The Dead Sea is undergoing shrinkage and several factors are responsible for this. Among these, climate change is considered a contributing factor along with the overexploitation of water as a resource by humans.
The sinking water level poses several hazardous impacts. For instance, the fresh groundwater flowing downstream dissolves the salts present in the soil, leading to the formation of sinkholes. However, it also creates large-scale subsidence of the surrounding land area.
Scientists from an interdisciplinary group including several domains from the GFZ German Research Center for Geosciences worked with collaborators in Kiel, Hannover, and Padua to reveal, for the first time, the direct link between the lowering of the water table, land subsidence and evaporation.

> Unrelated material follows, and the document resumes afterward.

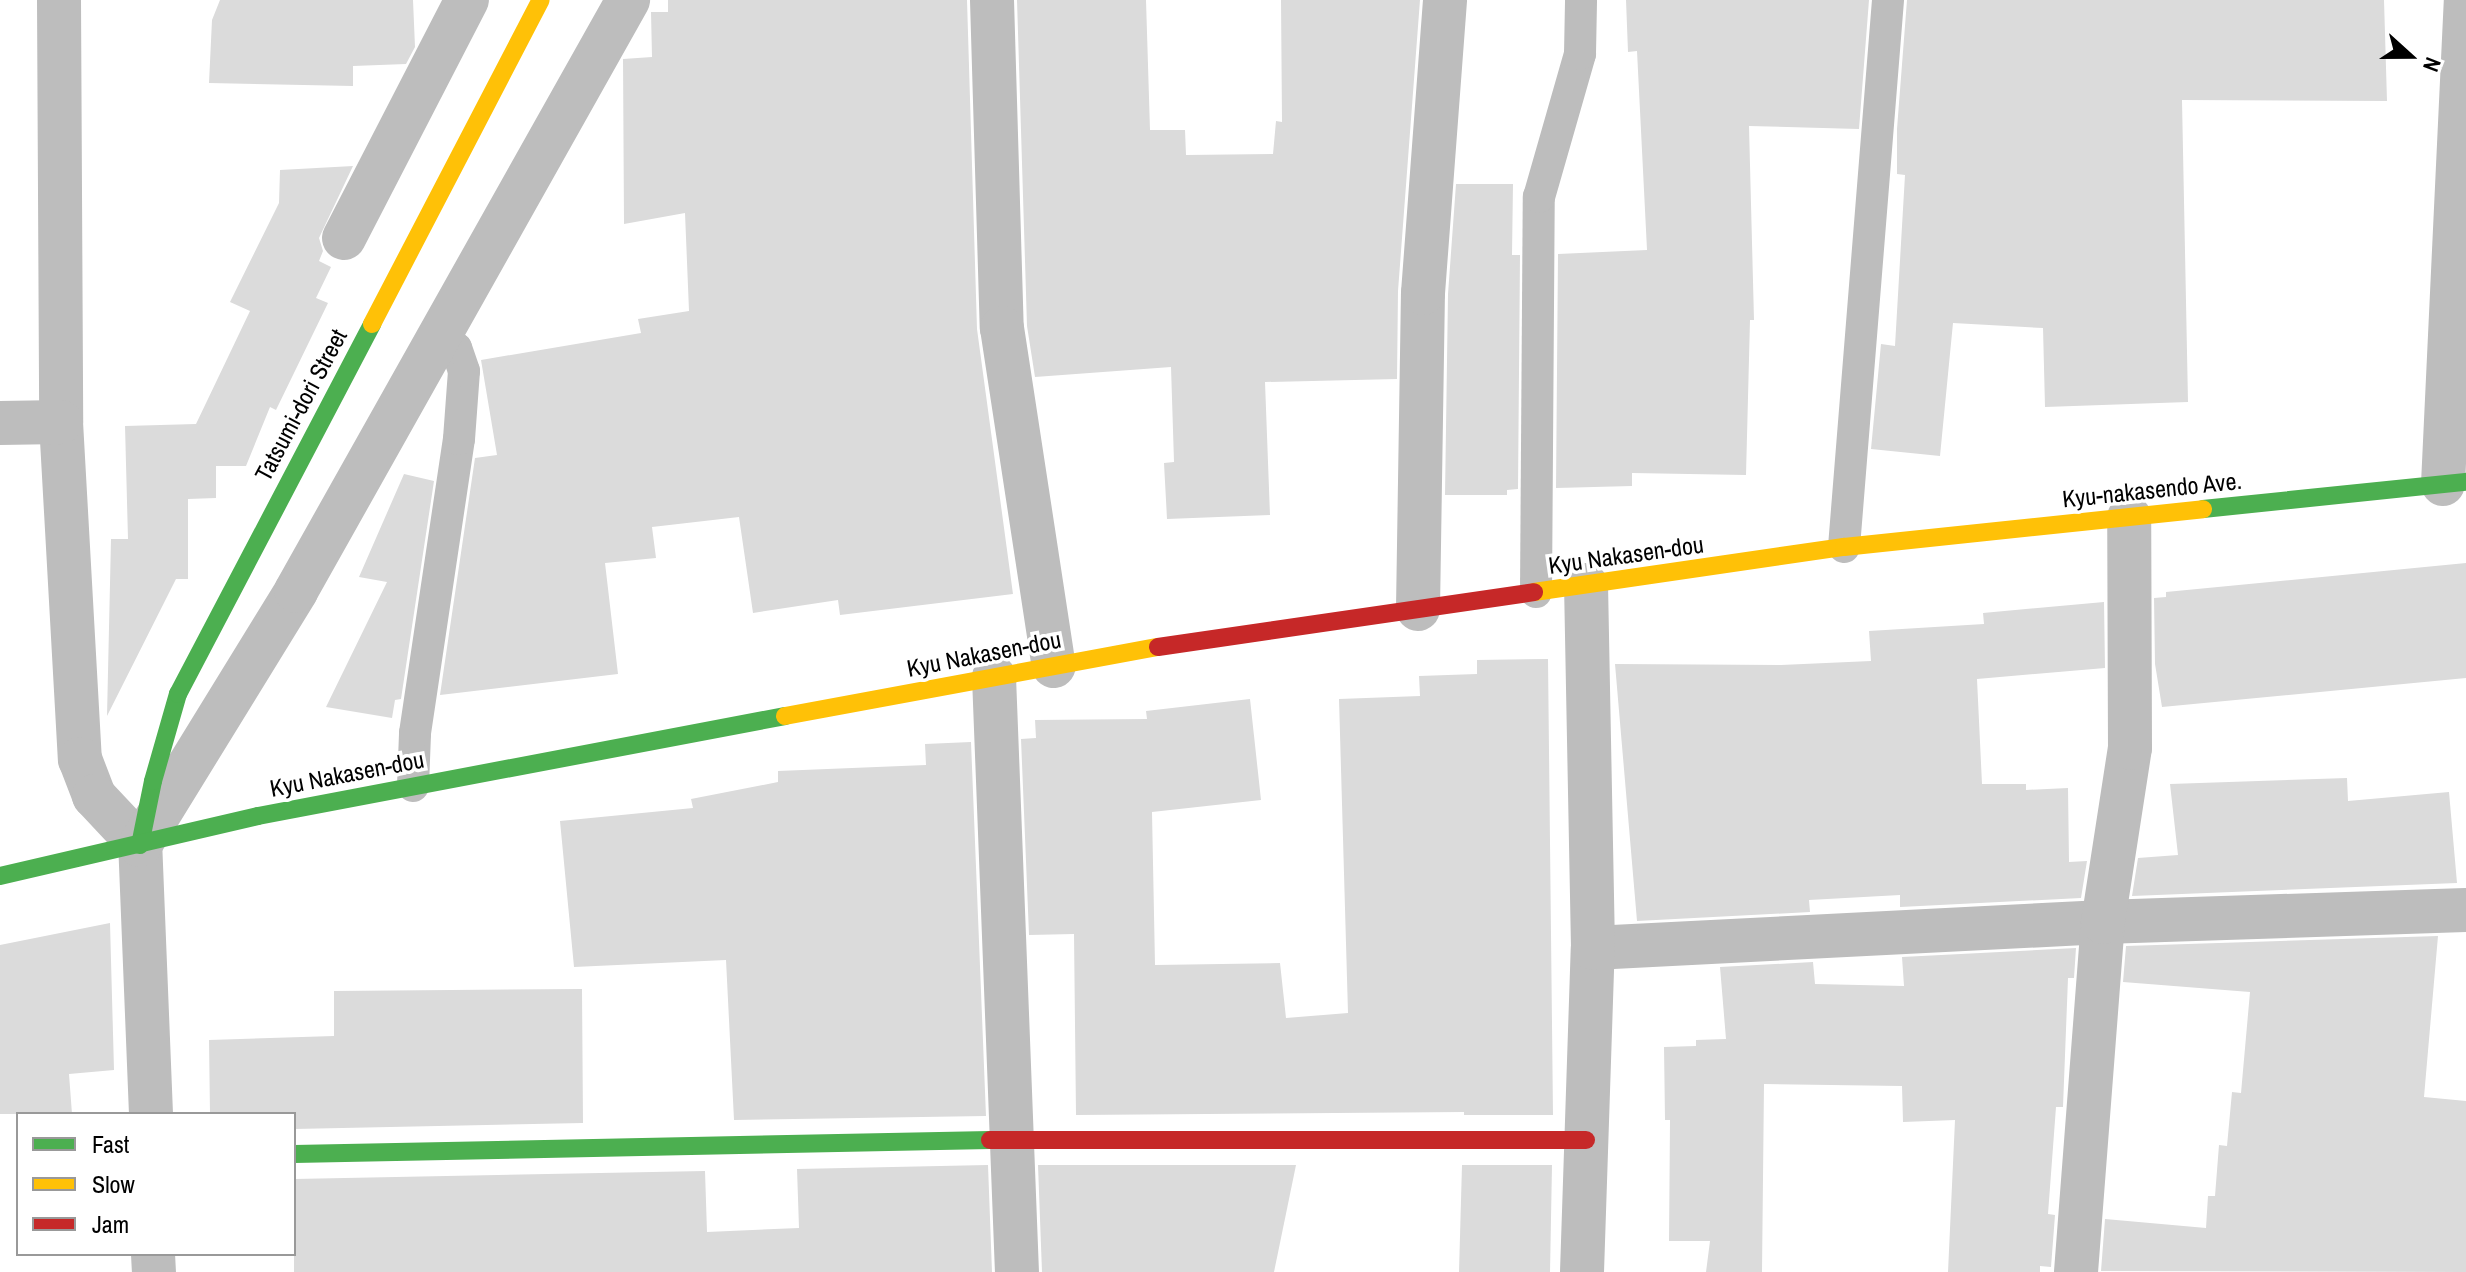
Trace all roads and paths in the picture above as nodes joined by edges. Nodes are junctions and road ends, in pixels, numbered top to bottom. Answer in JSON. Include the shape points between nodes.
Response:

The study was published in the Scientific Reports journal.
The researchers employed a vast range of instruments, varying from measurement methods based on the Global Navigation Satellite System (GNSS) to radar satellites and on-site gauge and climate stations.
They demonstrated that the solid Earth can move up and down in tandem with fluctuations in the water surface and groundwater levels with a time delay of around eight weeks. Yet, evidently, this trend is in one direction: downward.
The Dead Sea’s water level sinks nearly 1 m annually, while the land sinks around 15 cm annually. The inflow of water from the neighboring mountains and the Jordan River results in short-term increases in the lake level. However, the extraction of water from the tributaries for agriculture, pumping of saline water to extract potassium and evaporation in the high temperature cause a permanently negative balance.
The connection of land subsidence to the sinking water table has been evident for a long time. However, the direct relationship between the land surface and hydro-meteorological fluctuations is new. The scientists identified this link within three years. The phenomenon causes a threat to tourism, agriculture and infrastructure in the surrounding region.
The measurements reveal, for the first time, the close link between air, water and land.
Vey, S., et al. (2021) Delayed subsidence of the Dead Sea shore due to hydro-meteorological changes. Scientific Reports. doi.org/10.1038/s41598-021-91949-y.